The one thing that I still know is that you’re keeping me down
Between The Lines by Sara Bareilles (Little Voice CD)
Leave unsaid unspoken
Eyes wide shut unopened
You and me
Always between the lines
Between the lines
I thought i thought i was ready to bleed
That we’d move from the shadows on the wall
And stand in the center of it all
Too late two choices to stay or to leave
Mine was so easy to uncover
He’d already left with the other
So i’ve learned to listen through silence
And now that that’s over I’m posting this as proof of my vow to never call him again. I must stick to this, it’s the best thing for him and for me. If I don’t then I’ll continue in this circle of wanting something that I can’t have and shouldn’t really want in the first place. So yes, that chapter of my life is over and we can all continue on and never make mention of it again.
I just watched two great movie trailers… hopefully they’ll equal two great movies!
First off, I love Parker Posey. Like seriously. Her new movie is called “Broken English” and I know it’ll totally hit the spot for me. The trailer immediately hit home with me in regards to love, relationships and work. Parker’s hair looks particularly awesome I must say and people have been gabbing about her performance in this movie so I wanna see it… Anywhoo… Here’s the link, check it out…
http://www.apple.com/trailers/magnolia/brokenenglish/trailer/
The second trailer is for the movie “August Rush” starring Jonathan Rhys-Meyers and Keri Russell. Jonathan is hot of course and Keri is just cool in general. The trailer got me, I almost cried! It comes out in October, so hopefully the emotional stuff won’t be overplayed-up before then. It’ll be a must-see no matter what. I love the music angle and them all coming together in the end, which they have to do!

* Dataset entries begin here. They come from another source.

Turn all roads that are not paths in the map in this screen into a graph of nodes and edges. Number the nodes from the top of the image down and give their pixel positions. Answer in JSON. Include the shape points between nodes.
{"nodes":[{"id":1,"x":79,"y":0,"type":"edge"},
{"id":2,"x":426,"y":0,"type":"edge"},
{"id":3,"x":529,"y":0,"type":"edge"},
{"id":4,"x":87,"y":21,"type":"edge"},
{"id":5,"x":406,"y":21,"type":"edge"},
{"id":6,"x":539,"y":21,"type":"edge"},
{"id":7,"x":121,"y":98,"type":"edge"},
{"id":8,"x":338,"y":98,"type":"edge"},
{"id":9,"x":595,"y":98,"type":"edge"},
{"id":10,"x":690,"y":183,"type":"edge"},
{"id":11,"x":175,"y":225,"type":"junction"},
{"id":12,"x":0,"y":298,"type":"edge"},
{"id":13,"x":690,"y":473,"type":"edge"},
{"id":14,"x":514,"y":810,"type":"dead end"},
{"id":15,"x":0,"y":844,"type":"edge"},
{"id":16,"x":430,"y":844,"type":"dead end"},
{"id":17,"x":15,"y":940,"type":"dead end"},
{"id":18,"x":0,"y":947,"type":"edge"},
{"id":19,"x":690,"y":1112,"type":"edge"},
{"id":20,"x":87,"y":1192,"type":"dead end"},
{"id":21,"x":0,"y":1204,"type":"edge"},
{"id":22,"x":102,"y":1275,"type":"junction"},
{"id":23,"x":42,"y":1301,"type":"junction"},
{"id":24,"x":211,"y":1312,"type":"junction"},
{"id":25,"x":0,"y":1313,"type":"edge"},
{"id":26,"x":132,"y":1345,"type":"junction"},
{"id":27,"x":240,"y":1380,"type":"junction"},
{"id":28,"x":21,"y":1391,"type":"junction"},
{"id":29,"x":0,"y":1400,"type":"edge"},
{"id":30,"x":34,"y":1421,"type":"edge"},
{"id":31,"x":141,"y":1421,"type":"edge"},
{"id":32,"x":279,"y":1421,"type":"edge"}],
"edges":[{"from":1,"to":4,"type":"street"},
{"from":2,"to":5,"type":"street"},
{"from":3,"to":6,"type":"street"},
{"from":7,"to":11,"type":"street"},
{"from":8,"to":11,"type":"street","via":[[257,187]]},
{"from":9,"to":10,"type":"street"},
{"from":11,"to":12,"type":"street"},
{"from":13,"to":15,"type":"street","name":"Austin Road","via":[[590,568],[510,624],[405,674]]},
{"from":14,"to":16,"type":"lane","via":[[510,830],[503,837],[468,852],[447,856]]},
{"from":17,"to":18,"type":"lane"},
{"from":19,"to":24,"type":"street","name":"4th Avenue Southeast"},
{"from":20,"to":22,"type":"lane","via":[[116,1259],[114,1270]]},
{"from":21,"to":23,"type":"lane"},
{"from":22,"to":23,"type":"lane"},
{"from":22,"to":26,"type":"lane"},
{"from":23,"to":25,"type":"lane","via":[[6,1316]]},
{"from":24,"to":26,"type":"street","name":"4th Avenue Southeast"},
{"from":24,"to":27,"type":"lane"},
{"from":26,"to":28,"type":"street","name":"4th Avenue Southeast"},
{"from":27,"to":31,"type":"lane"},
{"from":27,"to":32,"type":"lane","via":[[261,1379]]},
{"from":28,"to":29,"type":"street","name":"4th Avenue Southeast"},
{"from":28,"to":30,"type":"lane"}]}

They must!
Doh! I can’t believe I didn’t think of this sooner. I don’t know if this is actually feasible but what if I quit my job, after paying some major stuff off of course, and then got some easy peasy retail job. Then I could write in my blog whenever and I’d be free of the daily office grind. I could focus even more so on getting my blog out there and trying to work with NASCAR.
I don’t think that’d work really, I can do the same thing now. I am doing the same thing now. I am going to work with NASCAR and I’m going to go to all of the races of the 2008 season. There’s just no way around that. I need to be there and I will be there. I just hate this waiting for word back, I want to know what these people think and I want the chance to really explain it. They need to hear me directly.
I have no idea why I’m still at work. It’s the most pointless thing in the world. I have nothing to do and I sit here trying to act like there’s something. it’s the funniest thing in the world. I don’t like the looks I’ve been getting. I didn’t make this happen, I didn’t create this situation. They created it. If you want me to do something, then give me something to do! UGH!
I can’t even remember why I was hired anymore. I seriously don’t know. Don’t ask me if I want it, just give it to me. Ugh. This is really the last time that I’m going through this. I’m sure I’ll encounter rough waters when I’m out there as a full-time blogger, but at least I’ll be doing my thing and not someone elses. Or faking doing someone’s elses.
The waiting is the hardest part. I know that I have a unique voice and perspective and I know that it’s something that no one else has ever done before. At least not consistently.